The J-DOIT3 Trial

The role of cardiovascular risk factor reduction in reducing the incidence of cardiovascular diseases has recently taken a front stage in the management of cardiac patients. However, the optimal goals for glycemic control, blood pressure and cholesterol control are still a matter of debate. The Effect of an Intensified on Cardiovascular Outcomes and Mortality in Type 2 Diabetes Study (J-DOIT3) aimed to quantify the cardiovascular risk reduction in patients with intensive risk factor control.1

The investigators conducted a multicenter, open-label, unblinded randomized trial in Japan enrolling 2542 eligible patients with type 2 diabetes mellitus, hypertension and dyslipidemia to conventional (n = 1271) versus intensive (n = 1269) risk reduction therapy, with two ineligible patients removed. Conventional therapy consisted of a goal hemoglobin A1c (HbA1c) of <6.9%, blood pressure <130/90 mmHg, low-density lipoprotein cholesterol (LDL-C) <120 mg/dl (or 100 mg/dL in patients with coronary artery disease), while intensive therapy targeted a HbA1c <6.2%, blood pressure <120/75 mmHg and LDL-C <80 mg/dL (or <70 mg/dL in coronary artery disease patients). The intensive therapy group achieved targeted goals with regards to glycemic, cholesterol and blood pressure control through aggressive lifestyle modifications with diet and exercise and with escalation to pharmacotherapy if said modifications were insufficient to reach goals. The primary outcome was a composite of all-cause mortality, myocardial infarction, cerebrovascular accident, coronary revascularization, carotid artery revascularization and cerebrovascular revascularization. A low cumulative event rate (roughly 1/6 the expected value) had led study coordinators to addend the original protocol to add coronary and cerebral revascularization to the primary composite endpoint. The secondary outcomes included the composite of myocardial infarction, stroke and all-cause mortality as well as onset or worsening of nephropathy or retinopathy. Patients were followed for a median of 8.5 years and were analyzed on an intention-to treat-basis with minimal crossover.
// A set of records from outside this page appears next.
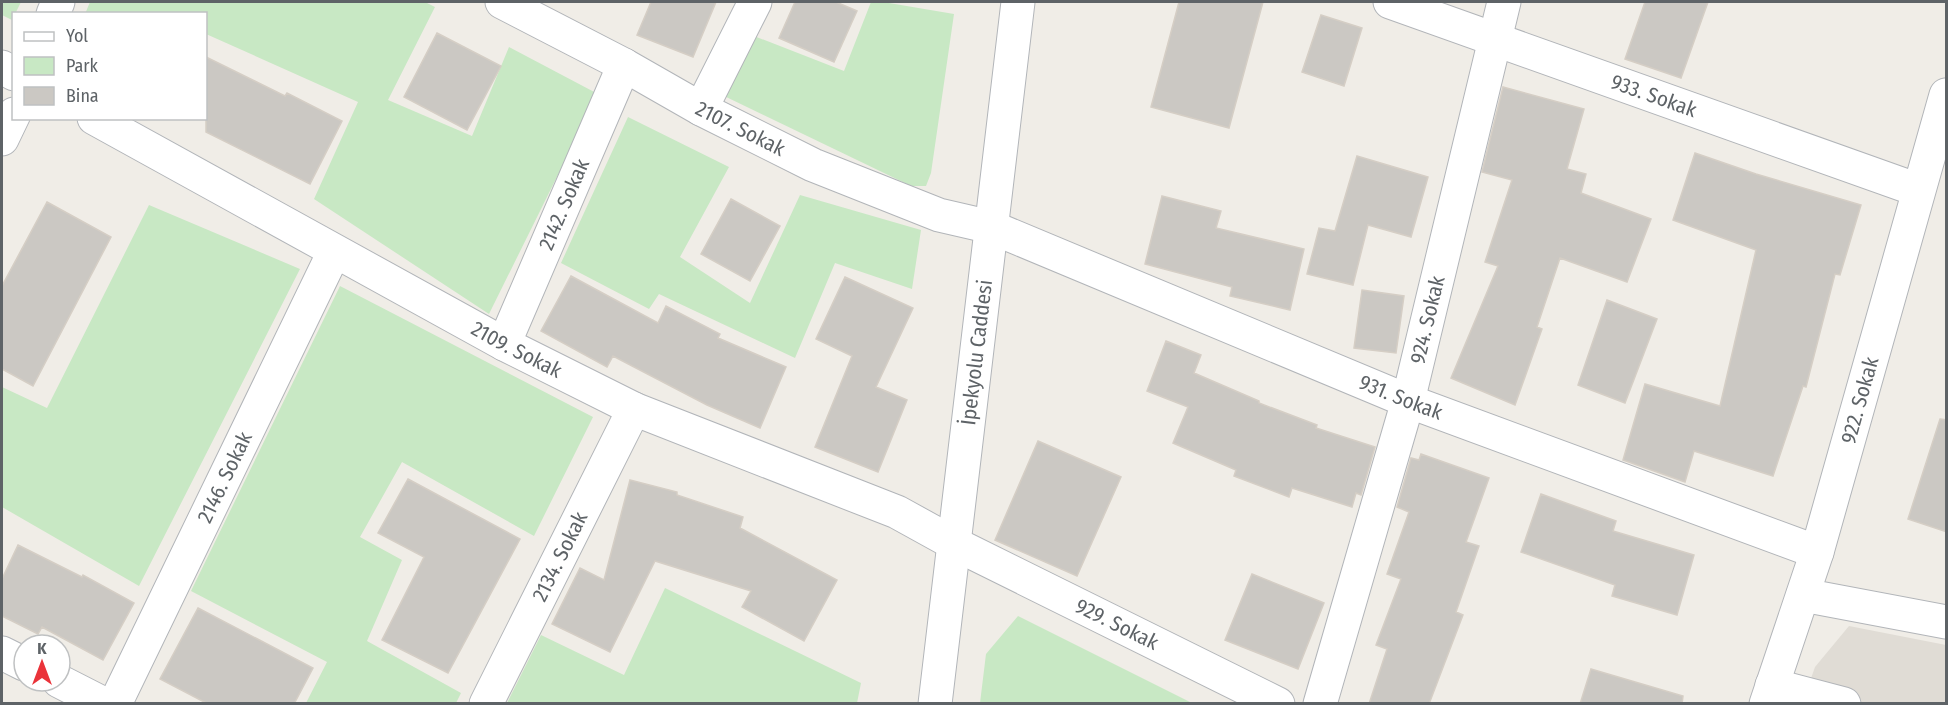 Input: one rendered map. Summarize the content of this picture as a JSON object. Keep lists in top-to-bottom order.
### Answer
{
  "streets": {
    "street": [
      "933. Sokak",
      "2107. Sokak",
      "2142. Sokak",
      "924. Sokak",
      "2109. Sokak",
      "İpekyolu Caddesi",
      "931. Sokak",
      "922. Sokak",
      "2146. Sokak",
      "2134. Sokak",
      "929. Sokak"
    ]
  },
  "crossings": [
    ["933. Sokak", "924. Sokak"],
    ["933. Sokak", "922. Sokak"],
    ["2107. Sokak", "2142. Sokak"],
    ["2107. Sokak", "İpekyolu Caddesi"],
    ["2107. Sokak", "931. Sokak"],
    ["2142. Sokak", "2109. Sokak"],
    ["924. Sokak", "931. Sokak"],
    ["2109. Sokak", "İpekyolu Caddesi"],
    ["2109. Sokak", "2146. Sokak"],
    ["2109. Sokak", "2134. Sokak"],
    ["2109. Sokak", "929. Sokak"],
    ["İpekyolu Caddesi", "931. Sokak"],
    ["İpekyolu Caddesi", "929. Sokak"],
    ["931. Sokak", "922. Sokak"]
  ],
  "legend": ["Yol", "Park", "Bina"],
  "north": "top"
}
Baseline characteristics were largely similar between both groups with the exception of smoking status – a higher proportion of patients in the intensive therapy group were current smokers (26%) compared to the conventional group (21%). Intensive therapy was associated with a reduction in primary outcome events (109 events) compared to conventional therapy (133 events) but this did not meet pre-specified criteria for clinical significance (HR 0.81, 95% CI 0.63-1.04; p = 0.094). The main secondary outcome of all-cause mortality, myocardial infarction and stroke was also not significant (HR = 0.74, 95% CI 0.54-1.01, p = 0.055). There was no significant difference in subgroup analyses between the two groups. In a post-hoc analysis, there was a significant reduction in cerebrovascular events in the intensive group compared to the conventional group (HR 0.42, 95% CI 0.24-0.74, p = 0.002). All-cause mortality was similar between both groups with roughly 4% mortality in each treatment group and the most common cause of death was cancer-related in both groups (3% vs. 2%).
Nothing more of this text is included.